Saturday, March 20, 2010

Edge Detection Trick

Benualdo posted in the Light Pre-Pass Thread a cool trick on how to detect edges to run a per-sample shader for MSAA (just in case centroid sampling doesn't work for you). Here it is:
----------
another stupid trick for edge detection pass on platforms that support sampling the MSAA surface with linear sampling: sample the normal buffer twice, once with POINT sampling and once with LINEAR sampling. Use clip(-abs(L-P)+eps). The linear sampled value should be used to compute the lighting of "non-MSAA" texels in the same shader to avoid an extra pass.
----------
eps is a small threshold value to bias the texkill test so that when the multisampled normals are only a little different then we could use the averaged value to perform the lighting at non-MSAA resolution during the first pass as an optimization.

14 comments:

Unknown said...
This comment has been removed by the author.
Unknown said...

For the epsilon bias optimization to work with previous trick the linear depth value should be also in the same texture (typically xyz= normal.xyz and w = linear depth) or we could fall into the 'almost same normal but very different Z' case. (I forgot it in previous post but on PC it is almost always the case anyway)

I have another funny edge detection trick I used one year ago for antialiasing on PS3. It was not for MSAA but for some kind of EDAA for forward renderer that needed edge detection te be done onto the final color buffer.

Bind a small (preferably swizzled and DXT1) volume texture with 0/255 into mipmap zero and 255/255 into other mipmap levels then use rgb values from the backbuffer as 3D texture coordinates. (both textures can be read with point filtering)

PS_OUTPUT PS_EdgeDetectVolumeTex(...)
{
half4 color1 = tex2D(backbuffer, uv.zw);
half4 color2 = tex2D(backbuffer, uv.xy);

half edge1 = tex3D(volumeTex, color1.rgb);
half edge2 = tex3D(volumeTex, color2.rgb);
return half4(color.rgb, -edge1-edge2);
}

and enable alpha test with alpha > 0 (it saves one TEXKILL shader instruction) so that if edge1 or edge2 is not 0/255 then the texel is discarded.

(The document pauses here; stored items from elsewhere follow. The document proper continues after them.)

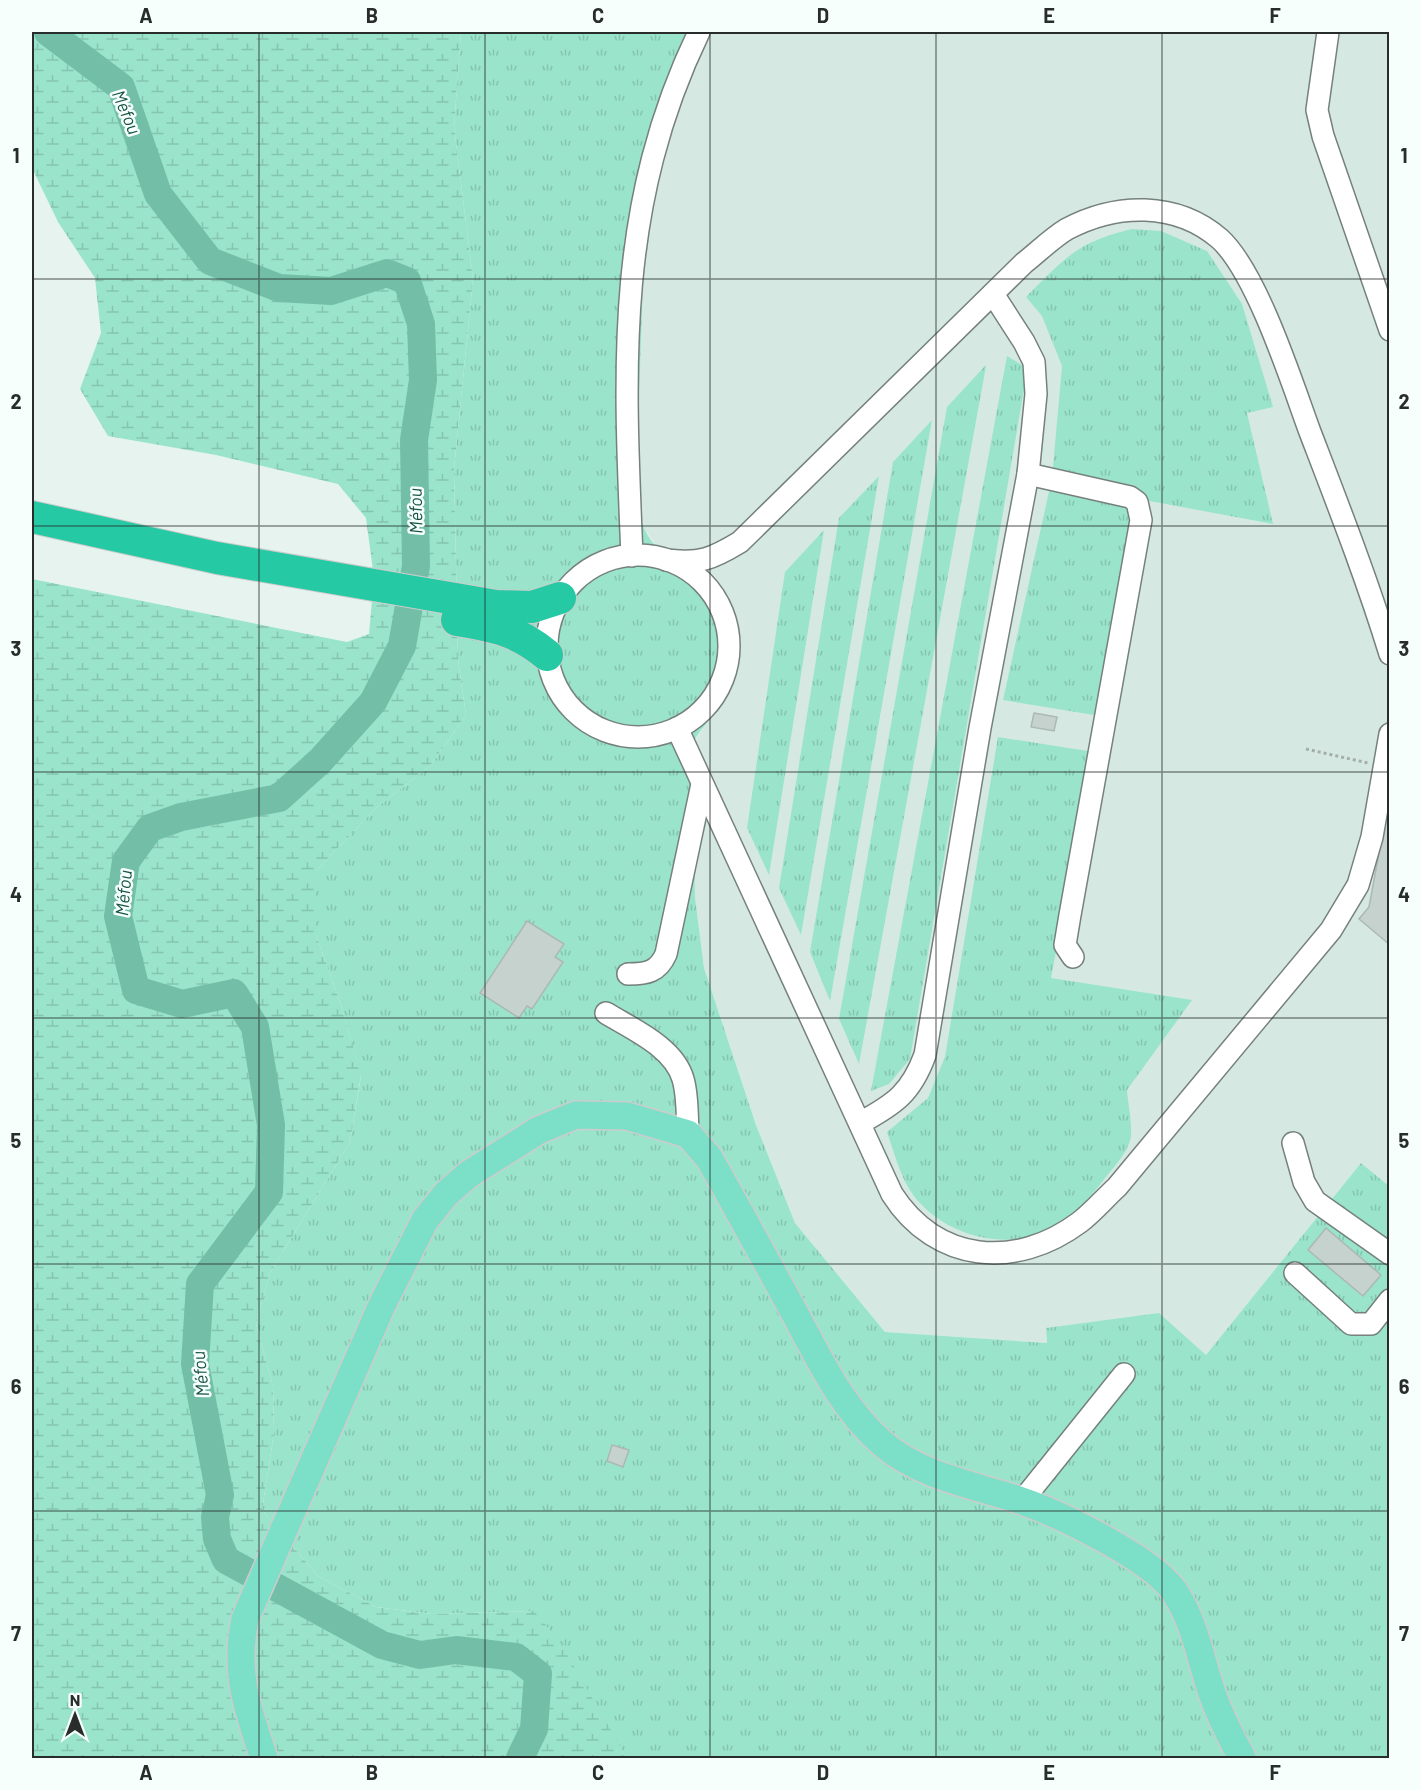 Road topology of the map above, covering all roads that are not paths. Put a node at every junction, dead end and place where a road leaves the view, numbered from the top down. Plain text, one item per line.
1 (699, 32) edge
2 (1328, 32) edge
3 (993, 294) junction
4 (1389, 330) edge
5 (1028, 474) junction
6 (32, 518) edge
7 (32, 539) edge
8 (632, 556) junction
9 (666, 560) junction
10 (309, 584) junction
11 (560, 598) junction
12 (495, 616) junction
13 (1389, 654) edge
14 (547, 655) junction
15 (677, 728) junction
16 (1389, 734) edge
17 (702, 784) junction
18 (1073, 957) dead end
19 (628, 974) dead end
20 (606, 1013) dead end
21 (860, 1123) junction
22 (688, 1134) junction
23 (1293, 1143) dead end
24 (1389, 1254) edge
25 (1295, 1273) dead end
26 (1389, 1300) edge
27 (1124, 1374) dead end
28 (1022, 1501) junction
29 (264, 1758) edge
30 (1242, 1758) edge

1 - 8 street
2 - 4 street
3 - 5 street
3 - 9 street
3 - 13 street
5 - 18 street
5 - 21 street
6 - 10 highway
7 - 10 highway
8 - 9 street
8 - 11 street
9 - 15 street
10 - 12 highway
11 - 12 highway
11 - 14 street
12 - 14 highway
14 - 15 street
15 - 17 street
16 - 21 street
17 - 19 street
17 - 21 street
20 - 22 street
22 - 28 main road
22 - 29 main road
23 - 24 street
25 - 26 street
27 - 28 street
28 - 30 main road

The trick for those who didn't get it has to do with how the hardware selects the mipmap level. In our case
the mipmap level will depend on "how fast" the rgb values are changing into a 2x2 texel quad. Is is done twice so that the result is accurate else it couls miss some edges between two texels into two different 2x2 texel quads.

DEADC0DE said...

And why you can't just use ddx/ddy on the color, instead of doing this mipmap trick?

Jay said...

I am still not sure how it can work....

The idea suggests to sample two points; one with linear and another with point. I guess the position of the linear sampling should be on the middle of a pixel to get the average value, while the point sampling should be at one of the sampling positions on the MSAA surface.

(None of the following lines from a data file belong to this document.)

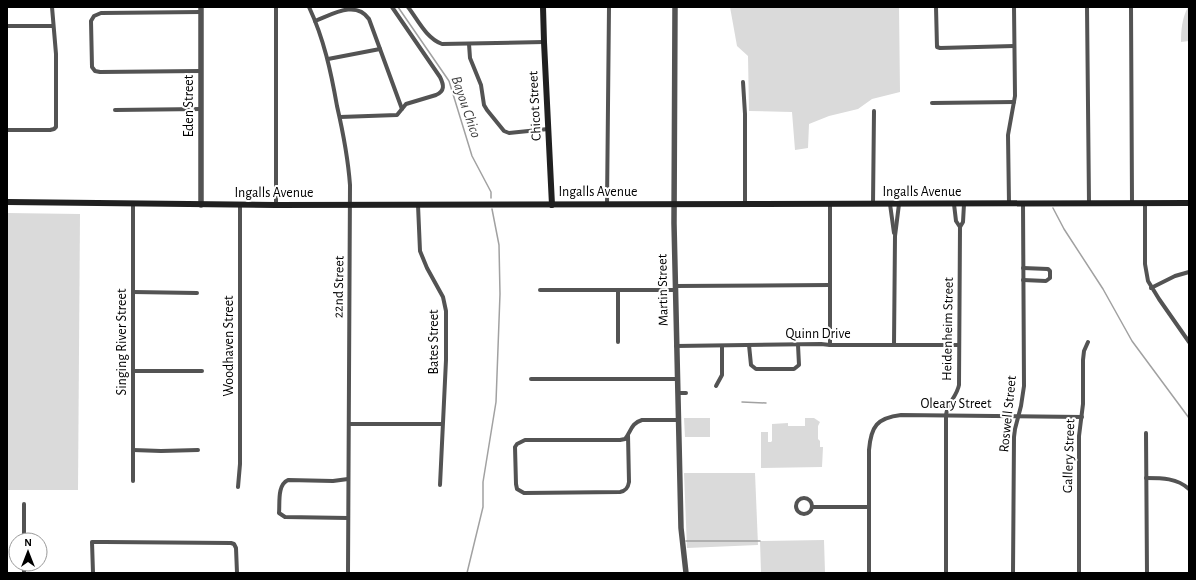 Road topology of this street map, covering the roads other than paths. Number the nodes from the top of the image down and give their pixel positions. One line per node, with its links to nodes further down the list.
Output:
1 (52, 7): 16 (street)
2 (276, 7): 52 (street)
3 (309, 7): 14 (street, 22nd Street)
4 (392, 7): 27 (street)
5 (408, 7): 18 (street)
6 (543, 7): 17 (main road, Chicot Street)
7 (609, 7): 42 (street)
8 (675, 7): 43 (street, Martin Street)
9 (936, 7): 19 (street)
10 (1014, 7): 19 (street)
11 (1087, 7): 38 (street)
12 (1131, 7): 39 (street)
13 (201, 9): 22 (street, Eden Street); 22 (street)
14 (316, 21): 20 (street); 21 (street, 22nd Street)
15 (7, 26): 16 (street)
16 (54, 26): 32 (street)
17 (544, 42): 18 (street); 31 (main road, Chicot Street)
18 (469, 44): 31 (street)
19 (1014, 46): 24 (street)
20 (380, 49): 21 (street); 27 (street)
21 (328, 59): 30 (street, 22nd Street)
22 (201, 71): 26 (street, Eden Street)
23 (743, 82): 44 (street)
24 (1014, 102): 25 (street); 36 (street)
25 (932, 103)
26 (201, 109): 28 (street); 50 (street, Eden Street)
27 (402, 109): 30 (street)
28 (115, 110)
29 (874, 111): 45 (street)
30 (340, 117): 53 (street, 22nd Street)
31 (548, 129): 55 (main road, Chicot Street)
32 (7, 130)
33 (7, 202): 34 (main road, Ingalls Avenue)
34 (133, 203): 50 (main road, Ingalls Avenue); 66 (street, Singing River Street)
35 (830, 203): 44 (main road, Ingalls Avenue); 45 (main road, Ingalls Avenue); 61 (street)
36 (1009, 203): 37 (main road, Ingalls Avenue); 49 (main road, Ingalls Avenue)
37 (1023, 203): 38 (main road, Ingalls Avenue); 58 (street, Roswell Street)
38 (1089, 203): 39 (main road, Ingalls Avenue)
39 (1132, 203): 40 (main road, Ingalls Avenue)
40 (1145, 203): 41 (main road, Ingalls Avenue); 63 (street)
41 (1189, 203)
42 (607, 204): 43 (main road, Ingalls Avenue); 55 (main road, Ingalls Avenue)
43 (673, 204): 44 (main road, Ingalls Avenue); 62 (street, Martin Street)
44 (745, 204)
45 (873, 204): 46 (main road, Ingalls Avenue)
46 (890, 204): 47 (main road, Ingalls Avenue); 57 (street)
47 (899, 204): 48 (main road, Ingalls Avenue); 57 (street)
48 (954, 204): 49 (main road, Ingalls Avenue); 56 (street)
49 (964, 204): 56 (street, Heidenheim Street)
50 (201, 205): 51 (main road, Ingalls Avenue)
51 (240, 205): 52 (main road, Ingalls Avenue); 99 (street, Woodhaven Street)
52 (276, 205): 53 (main road, Ingalls Avenue)
53 (350, 205): 54 (main road, Ingalls Avenue); 89 (street, 22nd Street)
54 (418, 205): 55 (main road, Ingalls Avenue); 90 (street, Bates Street)
55 (552, 205)
56 (960, 227): 75 (street, Heidenheim Street)
57 (895, 236): 74 (street)
58 (1024, 268): 60 (street, Roswell Street); 60 (street)
59 (1189, 272): 63 (street)
60 (1023, 280): 86 (street, Roswell Street)
61 (830, 285): 62 (street); 73 (street)
62 (675, 288): 65 (street); 76 (street, Martin Street)
63 (1151, 288): 70 (street)
64 (540, 290): 65 (street)
65 (618, 290): 68 (street)
66 (133, 292): 67 (street); 78 (street, Singing River Street)
67 (197, 293)
68 (618, 342)
69 (1088, 342): 87 (street, Gallery Street)
70 (1189, 342)
71 (749, 345): 72 (street, Quinn Drive); 72 (street); 77 (street, Quinn Drive)
72 (798, 345): 73 (street, Quinn Drive)
73 (830, 345): 74 (street, Quinn Drive)
74 (894, 345): 75 (street, Quinn Drive)
75 (959, 345): 85 (street, Heidenheim Street)
76 (676, 346): 77 (street, Quinn Drive); 81 (street, Martin Street)
77 (722, 346): 82 (street)
78 (133, 372): 79 (street); 93 (street, Singing River Street)
79 (202, 372)
80 (531, 379): 81 (street)
81 (677, 379): 83 (street, Martin Street)
82 (716, 386)
83 (678, 393): 84 (street); 88 (street, Martin Street)
84 (686, 393)
85 (946, 416): 86 (street, Oleary Street); 103 (street, Oleary Street); 111 (street, Heidenheim Street)
86 (1019, 416): 87 (street, Oleary Street); 112 (street, Roswell Street)
87 (1082, 417): 113 (street, Gallery Street)
88 (678, 420): 92 (street); 109 (street, Martin Street)
89 (349, 424): 90 (street); 96 (street, 22nd Street)
90 (442, 424): 98 (street, Bates Street)
91 (1146, 433): 95 (street)
92 (626, 440): 92 (street)
93 (133, 450): 94 (street); 97 (street, Singing River Street)
94 (198, 450)
95 (1146, 478): 100 (street); 114 (street)
96 (348, 479): 104 (street, 22nd Street); 104 (street)
97 (133, 481)
98 (440, 485)
99 (238, 486)
100 (1189, 489)
101 (24, 504): 105 (street)
102 (812, 507): 103 (street)
103 (869, 507): 110 (street)
104 (348, 518): 108 (street, 22nd Street)
105 (24, 532)
106 (93, 573): 107 (street)
107 (237, 573)
108 (348, 573)
109 (686, 573)
110 (869, 573)
111 (946, 573)
112 (1013, 573)
113 (1079, 573)
114 (1147, 573)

On 4xMSAA surface, there will be 4 sampling points. I wonder which one I should sample with the point sampler.

My best guess is that the assumption of the idea is to use 2xMSAA not 4xMSAA.

The calculation clip(-abs(L-P)+epsilon) doesn't detect edge but detect non-edge. It may need to be clip( abs(L-P)-epsilon ), instead.

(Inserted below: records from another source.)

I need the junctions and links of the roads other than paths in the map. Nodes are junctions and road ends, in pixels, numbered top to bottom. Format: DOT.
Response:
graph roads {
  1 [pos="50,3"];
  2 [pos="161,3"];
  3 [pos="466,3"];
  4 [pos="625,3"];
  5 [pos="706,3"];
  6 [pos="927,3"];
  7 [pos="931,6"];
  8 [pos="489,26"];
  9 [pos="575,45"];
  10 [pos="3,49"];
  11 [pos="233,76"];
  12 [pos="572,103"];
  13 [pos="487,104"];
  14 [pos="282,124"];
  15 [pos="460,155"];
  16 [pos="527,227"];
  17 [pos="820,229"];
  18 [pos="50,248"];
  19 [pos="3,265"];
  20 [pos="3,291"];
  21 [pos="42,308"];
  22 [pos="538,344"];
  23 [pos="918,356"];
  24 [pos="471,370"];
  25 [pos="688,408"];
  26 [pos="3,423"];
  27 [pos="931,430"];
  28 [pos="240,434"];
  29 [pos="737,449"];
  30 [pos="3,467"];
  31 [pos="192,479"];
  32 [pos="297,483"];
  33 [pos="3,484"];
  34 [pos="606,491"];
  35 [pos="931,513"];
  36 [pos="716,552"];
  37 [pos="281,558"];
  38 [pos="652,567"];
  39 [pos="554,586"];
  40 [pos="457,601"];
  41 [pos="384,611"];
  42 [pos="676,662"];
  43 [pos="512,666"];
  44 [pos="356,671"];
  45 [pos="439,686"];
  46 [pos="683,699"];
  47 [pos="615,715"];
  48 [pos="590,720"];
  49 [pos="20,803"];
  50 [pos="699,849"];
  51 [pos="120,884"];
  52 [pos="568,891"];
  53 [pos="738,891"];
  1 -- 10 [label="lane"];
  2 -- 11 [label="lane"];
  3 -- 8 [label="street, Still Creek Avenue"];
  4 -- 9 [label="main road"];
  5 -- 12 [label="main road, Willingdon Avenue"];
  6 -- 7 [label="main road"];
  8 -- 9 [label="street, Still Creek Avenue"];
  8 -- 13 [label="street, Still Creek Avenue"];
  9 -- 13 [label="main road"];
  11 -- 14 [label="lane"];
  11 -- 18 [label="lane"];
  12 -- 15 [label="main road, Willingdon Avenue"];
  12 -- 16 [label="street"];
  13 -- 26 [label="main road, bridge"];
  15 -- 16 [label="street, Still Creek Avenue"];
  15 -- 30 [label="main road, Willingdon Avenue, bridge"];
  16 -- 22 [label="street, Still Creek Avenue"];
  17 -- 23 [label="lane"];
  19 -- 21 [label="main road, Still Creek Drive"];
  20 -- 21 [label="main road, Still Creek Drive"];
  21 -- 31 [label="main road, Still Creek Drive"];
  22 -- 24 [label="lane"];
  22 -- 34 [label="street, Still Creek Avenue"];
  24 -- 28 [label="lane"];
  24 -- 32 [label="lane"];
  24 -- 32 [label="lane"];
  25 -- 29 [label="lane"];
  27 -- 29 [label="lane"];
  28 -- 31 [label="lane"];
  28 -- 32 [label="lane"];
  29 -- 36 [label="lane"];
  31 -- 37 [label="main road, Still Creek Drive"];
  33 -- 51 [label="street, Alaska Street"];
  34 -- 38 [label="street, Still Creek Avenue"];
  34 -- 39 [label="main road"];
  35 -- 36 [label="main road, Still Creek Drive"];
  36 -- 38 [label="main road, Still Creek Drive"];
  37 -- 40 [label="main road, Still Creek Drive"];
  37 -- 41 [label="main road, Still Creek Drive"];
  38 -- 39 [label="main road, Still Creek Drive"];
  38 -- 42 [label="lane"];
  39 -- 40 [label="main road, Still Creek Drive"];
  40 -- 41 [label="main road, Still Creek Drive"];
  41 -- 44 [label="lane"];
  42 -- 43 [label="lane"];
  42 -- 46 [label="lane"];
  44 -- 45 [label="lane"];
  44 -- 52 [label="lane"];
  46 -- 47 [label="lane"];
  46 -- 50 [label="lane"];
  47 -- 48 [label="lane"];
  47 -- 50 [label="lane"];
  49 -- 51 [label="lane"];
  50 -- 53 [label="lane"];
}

Please also note that we cannot decide whether a pixel includes edge or not only with normal values. Even if normal values from each sampling point are exactly the same, it doesn't mean it is a non-edge pixel. We also need to check depth values.

Please let me know what I'm missing here.

Jay said...

I found the depth part was already mentioned.
Sorry. :-)

*PS: 8bits seems too less for the position reconstruction though.

Jay said...

I like to share my trivial experience that I had recently. I wish I can get any comments on this or hopefully I can fix it earlier if it has any faults.

For the case of 4xMSS, we need to sample 4 times anyway, in order to find edge pixels. If we have a separate buffer for depth, we need total 8 times of texture fetching. This edge detection is expensive.

Therefore, we need to split the edge detection step from each light rendering to separate one step.

Let's say previously we rendered normal and depth first and rendered each light on the screen, regardless multisampling.

We now need to render the normal and depth first, and then we need to update a stencil buffer to get the edge information on it, which may requires 8 times fetching as described.
With the stencil, we render two times per light: one for edge and another for non-edge. For the edge part we need to calculate light value per sampling point, which needs 4 times calculations and average of them. For non-edge part, we can use linear sampling on the middle of the pixel and do the light calculation only one time.

This way we don't need to do the expensive edge detecting per light.

My final decision for the edge detection is to use the centroid trick. Although it did not give me a perfect result on PS3, 2/3 of edges were correctly detected. It required only 1 time of texture fetching to update edge information on stencil buffer; otherwise it could be 8 times.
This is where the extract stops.